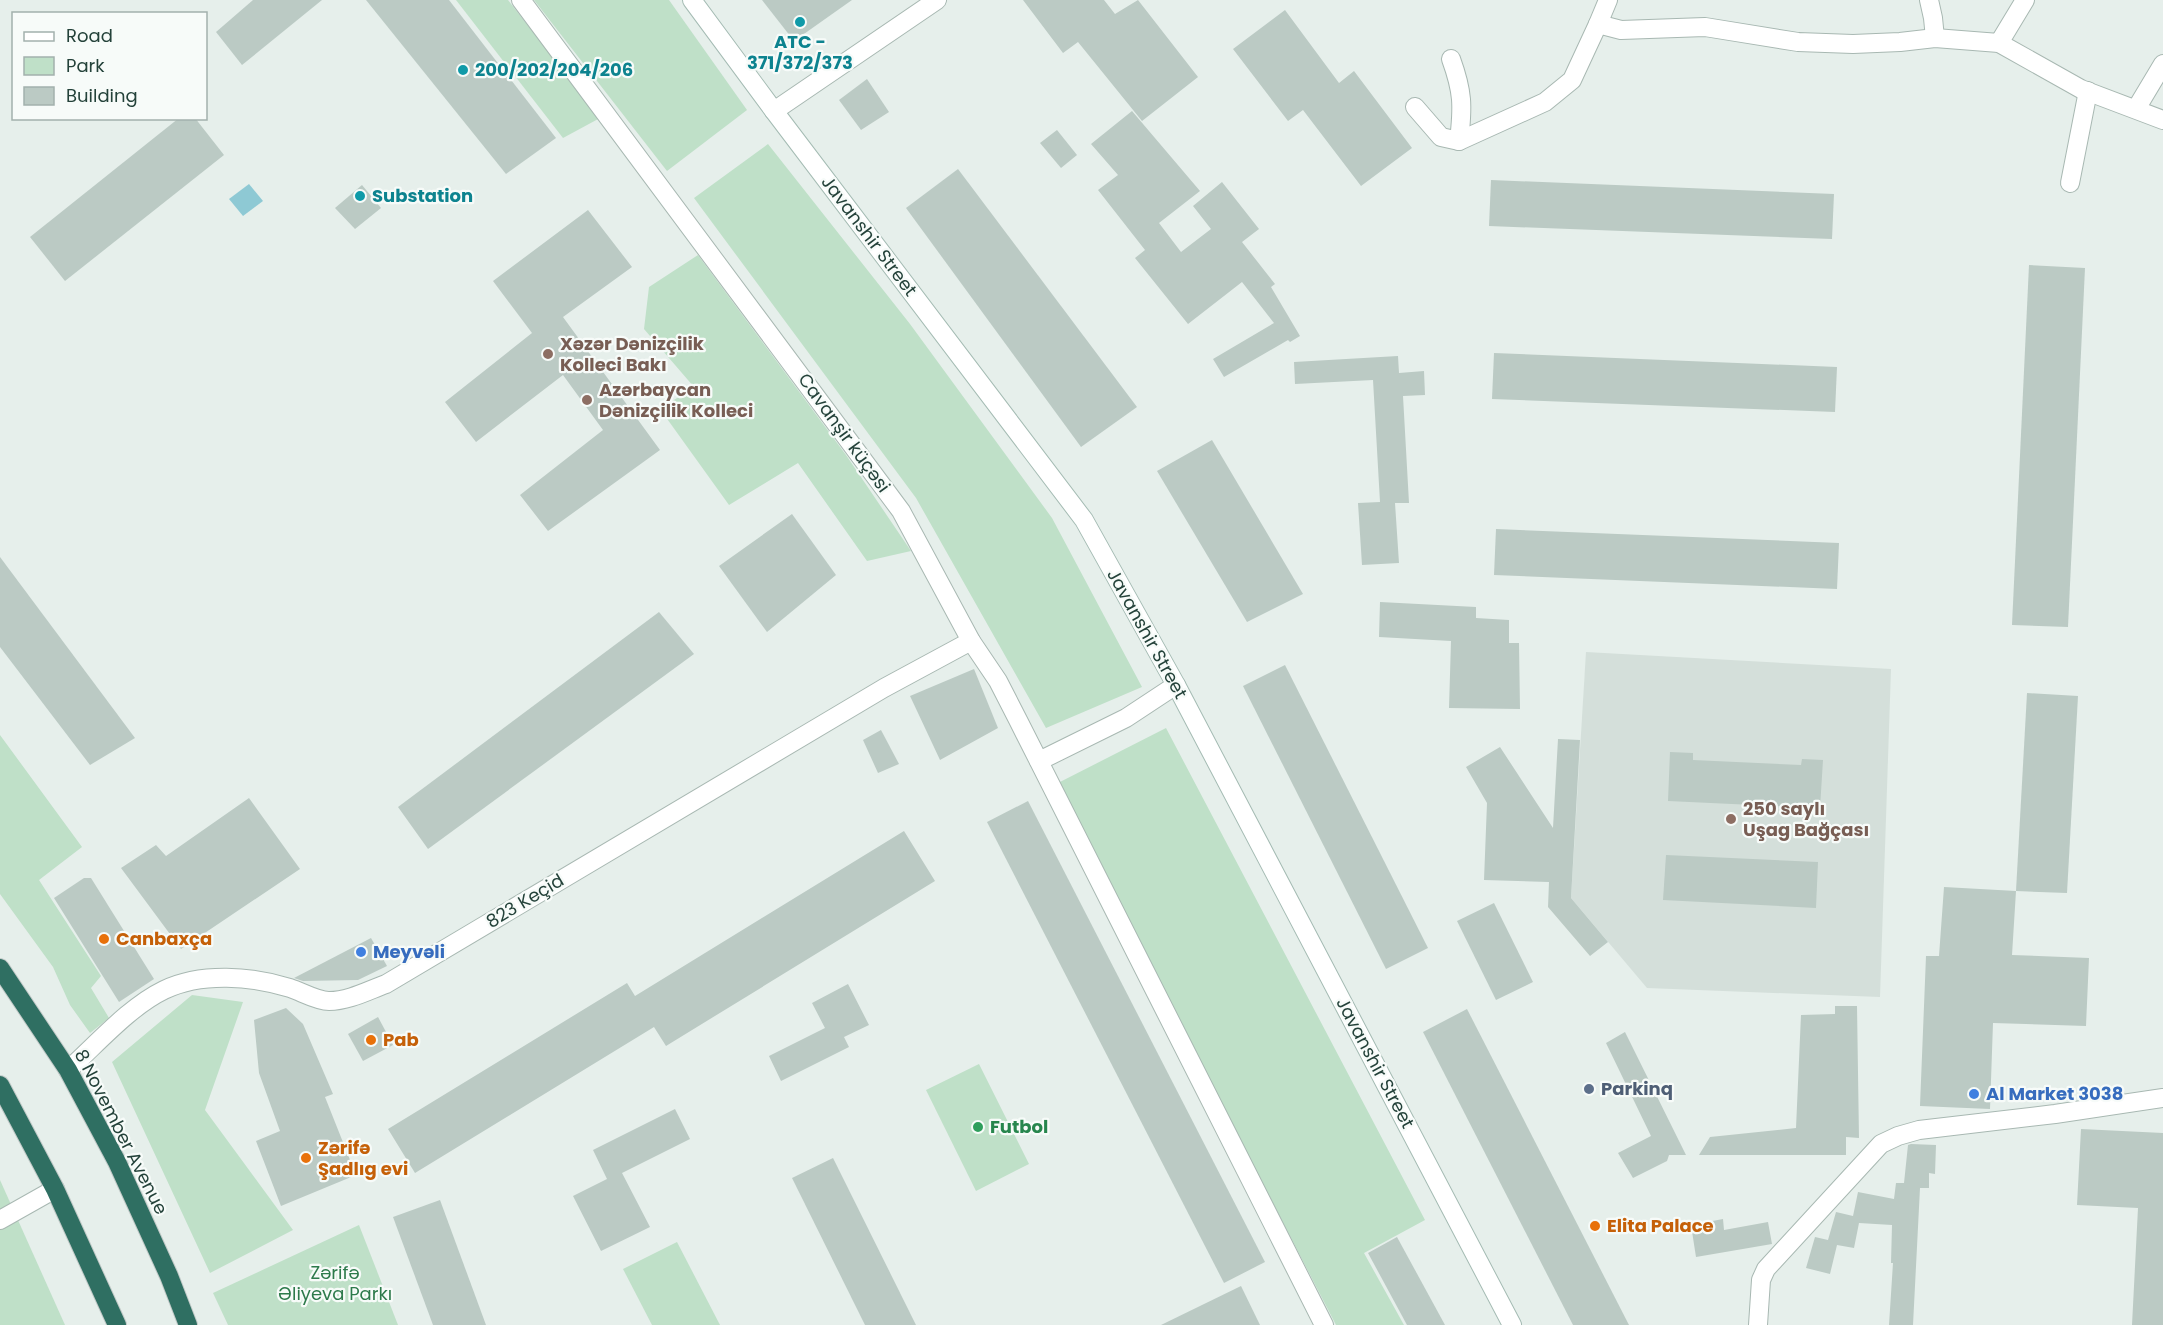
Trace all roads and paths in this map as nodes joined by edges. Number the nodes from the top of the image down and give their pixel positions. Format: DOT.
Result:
graph roads {
  1 [pos="521,0"];
  2 [pos="692,0"];
  3 [pos="937,0"];
  4 [pos="1608,0"];
  5 [pos="1929,0"];
  6 [pos="2025,0"];
  7 [pos="1598,24"];
  8 [pos="1935,38"];
  9 [pos="1999,43"];
  10 [pos="1451,59"];
  11 [pos="2163,64"];
  12 [pos="2088,91"];
  13 [pos="1415,107"];
  14 [pos="2136,109"];
  15 [pos="774,111"];
  16 [pos="2163,120"];
  17 [pos="1459,141"];
  18 [pos="2070,183"];
  19 [pos="971,641"];
  20 [pos="1176,685"];
  21 [pos="1039,761"];
  22 [pos="0,968"];
  23 [pos="69,1070"];
  24 [pos="0,1085"];
  25 [pos="2163,1098"];
  26 [pos="55,1189"];
  27 [pos="0,1220"];
  28 [pos="117,1325"];
  29 [pos="188,1325"];
  30 [pos="1324,1325"];
  31 [pos="1512,1325"];
  32 [pos="1758,1325"];
  1 -- 19 [label="street, Cavanşir küçəsi"];
  2 -- 15 [label="street, Javanshir Street"];
  3 -- 15 [label="street"];
  4 -- 7 [label="street"];
  5 -- 8 [label="street"];
  6 -- 9 [label="street"];
  7 -- 8 [label="street"];
  7 -- 17 [label="street"];
  8 -- 9 [label="street"];
  9 -- 12 [label="street"];
  10 -- 17 [label="street"];
  11 -- 14 [label="street"];
  12 -- 14 [label="street"];
  12 -- 18 [label="street"];
  13 -- 17 [label="street"];
  14 -- 16 [label="street"];
  15 -- 20 [label="street, Javanshir Street"];
  19 -- 21 [label="street, Cavanşir küçəsi"];
  19 -- 23 [label="street, 823 Keçid"];
  20 -- 21 [label="street"];
  20 -- 31 [label="street, Javanshir Street"];
  21 -- 30 [label="street"];
  22 -- 23 [label="highway, 8 November Avenue"];
  23 -- 29 [label="highway, 8 November Avenue"];
  24 -- 26 [label="highway"];
  25 -- 32 [label="street"];
  26 -- 27 [label="street"];
  26 -- 28 [label="highway"];
}
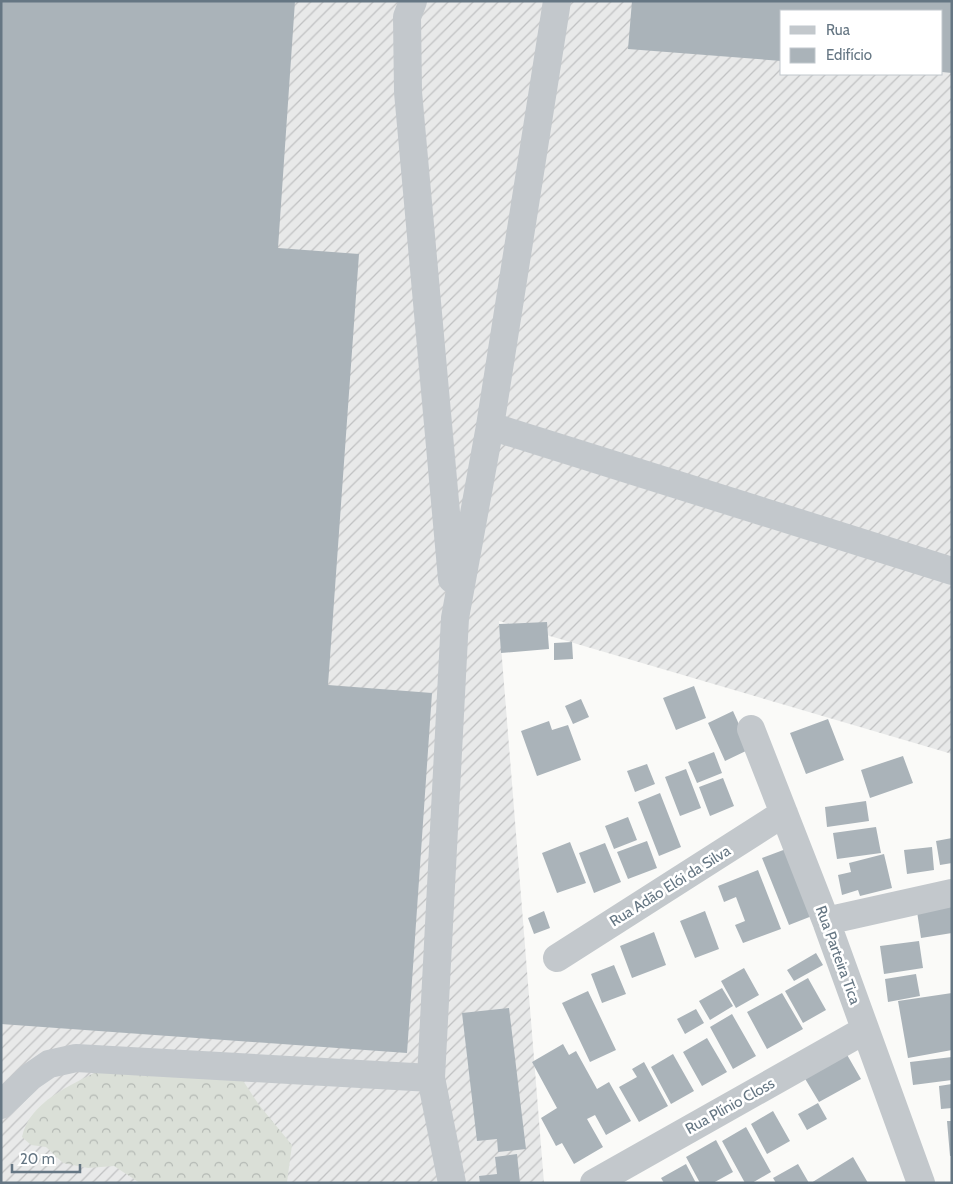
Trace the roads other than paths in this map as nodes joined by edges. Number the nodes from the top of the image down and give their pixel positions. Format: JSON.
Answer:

============================================================

> Work instruction:
Locate "Trace the roads" in the material, then quote the line that contains it and all lines after it through the final one.

> Solution to this task:
Trace the roads other than paths in this map as nodes joined by edges. Number the nodes from the top of the image down and give their pixel positions. Format: JSON.
Answer:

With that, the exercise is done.